Растут–шумят травы: перелет–трава, спрыг–трава, разрыв–трава… Поют–гомонят птицы: вяхири, ветютни, желны, иволги, сойки, свиристели, малиновки (а под строкой — латынь, латынь). Идут по Волге лодки рыбачьи: кусовые, ловецкие, живодные, реюшки, бударки, косные (без латыни уже, но тоже с подробными в сносках пояснениями). Дальше к стрежню — баржи идут, расшивы, гусянки, бархаты, шитики, сплавные беляны, смоленые кладнушки… А на берегу, у Макарья, ярмарочная нижегородская толпа гудит: казанские татары в шелковых халатах, с золотыми тюбетейками на бритых головах, длинноносые армяне в высоких бараньих шапках, шумные евреи в засаленных длиннополых сюртуках, задумчивые англичане, громко хохочущие французы с бородками под Луи Наполеона, тихие широколицые саратовские немцы… И разинувшая рты на все эти диковины — русская толпа.
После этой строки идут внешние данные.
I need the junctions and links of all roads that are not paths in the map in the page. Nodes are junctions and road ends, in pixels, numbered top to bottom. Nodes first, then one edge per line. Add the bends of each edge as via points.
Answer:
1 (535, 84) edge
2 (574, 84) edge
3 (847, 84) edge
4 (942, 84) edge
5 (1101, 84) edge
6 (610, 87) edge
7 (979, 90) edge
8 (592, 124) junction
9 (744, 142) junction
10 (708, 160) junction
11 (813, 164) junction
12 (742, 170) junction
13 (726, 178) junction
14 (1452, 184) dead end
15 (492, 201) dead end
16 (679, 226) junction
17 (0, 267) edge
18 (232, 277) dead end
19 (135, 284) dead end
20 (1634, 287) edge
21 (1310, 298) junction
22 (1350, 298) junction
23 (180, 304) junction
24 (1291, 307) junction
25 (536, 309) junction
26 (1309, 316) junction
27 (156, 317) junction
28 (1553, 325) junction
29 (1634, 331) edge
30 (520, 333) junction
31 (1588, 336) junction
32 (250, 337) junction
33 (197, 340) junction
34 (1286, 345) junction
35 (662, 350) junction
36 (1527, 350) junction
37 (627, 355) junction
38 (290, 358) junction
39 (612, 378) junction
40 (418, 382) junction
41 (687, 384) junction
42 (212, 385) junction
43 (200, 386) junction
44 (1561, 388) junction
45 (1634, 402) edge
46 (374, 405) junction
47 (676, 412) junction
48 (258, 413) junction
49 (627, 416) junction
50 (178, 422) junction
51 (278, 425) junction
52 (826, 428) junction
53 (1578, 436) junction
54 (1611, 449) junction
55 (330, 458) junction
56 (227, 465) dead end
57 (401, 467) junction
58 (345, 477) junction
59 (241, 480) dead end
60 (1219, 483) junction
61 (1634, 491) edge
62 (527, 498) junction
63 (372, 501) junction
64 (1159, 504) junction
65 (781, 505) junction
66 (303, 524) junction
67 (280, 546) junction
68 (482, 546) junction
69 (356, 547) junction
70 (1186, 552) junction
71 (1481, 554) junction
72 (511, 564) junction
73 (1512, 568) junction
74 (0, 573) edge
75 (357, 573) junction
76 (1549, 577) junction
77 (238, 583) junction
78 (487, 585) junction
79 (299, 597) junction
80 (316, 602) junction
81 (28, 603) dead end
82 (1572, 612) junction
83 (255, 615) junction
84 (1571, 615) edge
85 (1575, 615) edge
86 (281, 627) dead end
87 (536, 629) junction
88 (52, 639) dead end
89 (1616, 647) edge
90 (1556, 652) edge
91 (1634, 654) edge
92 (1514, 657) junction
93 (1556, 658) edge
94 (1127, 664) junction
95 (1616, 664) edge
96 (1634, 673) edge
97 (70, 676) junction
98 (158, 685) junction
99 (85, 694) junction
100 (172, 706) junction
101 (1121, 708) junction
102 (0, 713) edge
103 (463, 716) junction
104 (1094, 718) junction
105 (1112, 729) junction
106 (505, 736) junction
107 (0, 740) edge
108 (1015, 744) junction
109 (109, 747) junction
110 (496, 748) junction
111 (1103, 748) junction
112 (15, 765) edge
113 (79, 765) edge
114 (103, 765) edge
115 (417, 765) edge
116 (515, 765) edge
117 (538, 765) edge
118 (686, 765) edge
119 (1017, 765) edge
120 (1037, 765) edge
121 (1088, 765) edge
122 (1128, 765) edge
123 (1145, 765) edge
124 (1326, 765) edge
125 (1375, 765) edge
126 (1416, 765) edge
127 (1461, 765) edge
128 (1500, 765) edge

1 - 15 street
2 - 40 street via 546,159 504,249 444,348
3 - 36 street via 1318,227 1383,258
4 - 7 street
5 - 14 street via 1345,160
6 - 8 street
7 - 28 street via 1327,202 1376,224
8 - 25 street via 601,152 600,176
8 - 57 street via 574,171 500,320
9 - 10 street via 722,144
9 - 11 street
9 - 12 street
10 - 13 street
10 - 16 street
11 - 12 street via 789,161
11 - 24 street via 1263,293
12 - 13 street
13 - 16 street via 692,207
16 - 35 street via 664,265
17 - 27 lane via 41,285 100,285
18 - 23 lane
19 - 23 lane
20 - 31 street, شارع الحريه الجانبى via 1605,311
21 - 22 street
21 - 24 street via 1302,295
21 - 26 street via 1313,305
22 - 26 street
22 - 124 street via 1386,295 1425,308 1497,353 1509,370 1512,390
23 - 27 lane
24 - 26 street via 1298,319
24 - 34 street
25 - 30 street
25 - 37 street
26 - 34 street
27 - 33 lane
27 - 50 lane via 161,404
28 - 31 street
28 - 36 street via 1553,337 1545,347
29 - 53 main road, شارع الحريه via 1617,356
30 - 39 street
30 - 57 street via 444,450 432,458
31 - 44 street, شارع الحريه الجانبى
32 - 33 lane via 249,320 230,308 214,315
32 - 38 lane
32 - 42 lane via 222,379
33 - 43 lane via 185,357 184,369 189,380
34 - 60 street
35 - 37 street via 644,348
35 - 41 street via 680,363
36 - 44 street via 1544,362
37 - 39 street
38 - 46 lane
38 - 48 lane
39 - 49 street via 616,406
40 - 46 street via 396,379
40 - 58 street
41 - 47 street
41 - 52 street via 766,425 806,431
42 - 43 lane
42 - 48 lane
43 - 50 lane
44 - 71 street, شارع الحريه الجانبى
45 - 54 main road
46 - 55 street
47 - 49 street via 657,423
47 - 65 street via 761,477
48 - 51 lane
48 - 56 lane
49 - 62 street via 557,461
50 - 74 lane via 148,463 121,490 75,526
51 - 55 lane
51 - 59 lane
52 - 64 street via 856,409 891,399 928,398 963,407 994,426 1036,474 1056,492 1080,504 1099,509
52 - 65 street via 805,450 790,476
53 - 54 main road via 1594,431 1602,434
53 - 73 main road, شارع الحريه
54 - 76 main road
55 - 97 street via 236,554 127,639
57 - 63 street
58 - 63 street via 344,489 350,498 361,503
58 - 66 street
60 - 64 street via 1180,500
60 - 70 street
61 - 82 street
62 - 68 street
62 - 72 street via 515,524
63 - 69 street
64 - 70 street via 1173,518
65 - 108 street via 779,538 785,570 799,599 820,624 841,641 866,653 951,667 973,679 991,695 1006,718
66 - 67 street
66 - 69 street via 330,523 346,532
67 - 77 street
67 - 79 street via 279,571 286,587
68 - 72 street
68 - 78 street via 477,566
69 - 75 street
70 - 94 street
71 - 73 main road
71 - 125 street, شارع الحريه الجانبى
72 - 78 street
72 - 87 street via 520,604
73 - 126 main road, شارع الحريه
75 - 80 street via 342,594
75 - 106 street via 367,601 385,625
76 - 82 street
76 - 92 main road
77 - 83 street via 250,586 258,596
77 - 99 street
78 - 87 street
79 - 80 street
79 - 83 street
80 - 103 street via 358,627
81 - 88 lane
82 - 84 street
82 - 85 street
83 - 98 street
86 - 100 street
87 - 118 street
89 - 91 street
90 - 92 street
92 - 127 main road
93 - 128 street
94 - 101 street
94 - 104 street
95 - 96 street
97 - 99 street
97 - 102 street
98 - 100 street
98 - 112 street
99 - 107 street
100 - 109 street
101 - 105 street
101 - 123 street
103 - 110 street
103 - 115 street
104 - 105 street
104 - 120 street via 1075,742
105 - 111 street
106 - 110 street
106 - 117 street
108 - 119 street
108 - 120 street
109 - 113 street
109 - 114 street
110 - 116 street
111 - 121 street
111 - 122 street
А пока на пристани и на улицах толчется люд, в дорогом номере гостиницы богатая купчиха вычитывает будущему зятю рядную запись приданого, даваемого за дочерью, пункт за пунктом: образ всемилостивого спаса в серебряной ризе, с таковыми ж венцом и цатою, да образ пречистые богородицы Тихвинские, риза и убрус жемчужные, звезда на убрусе двенадцать камней…
А в лавке старинщика с таким же неспешным тщанием перебирает иконы торговец–миллионщик Марко Данилович Смолокуров, а под строкой, следуя за его взглядом, с искусствоведческим блеском перечисляет автор московские и прочие иконописные школы: старые письма, вторые письма, фряжские письма…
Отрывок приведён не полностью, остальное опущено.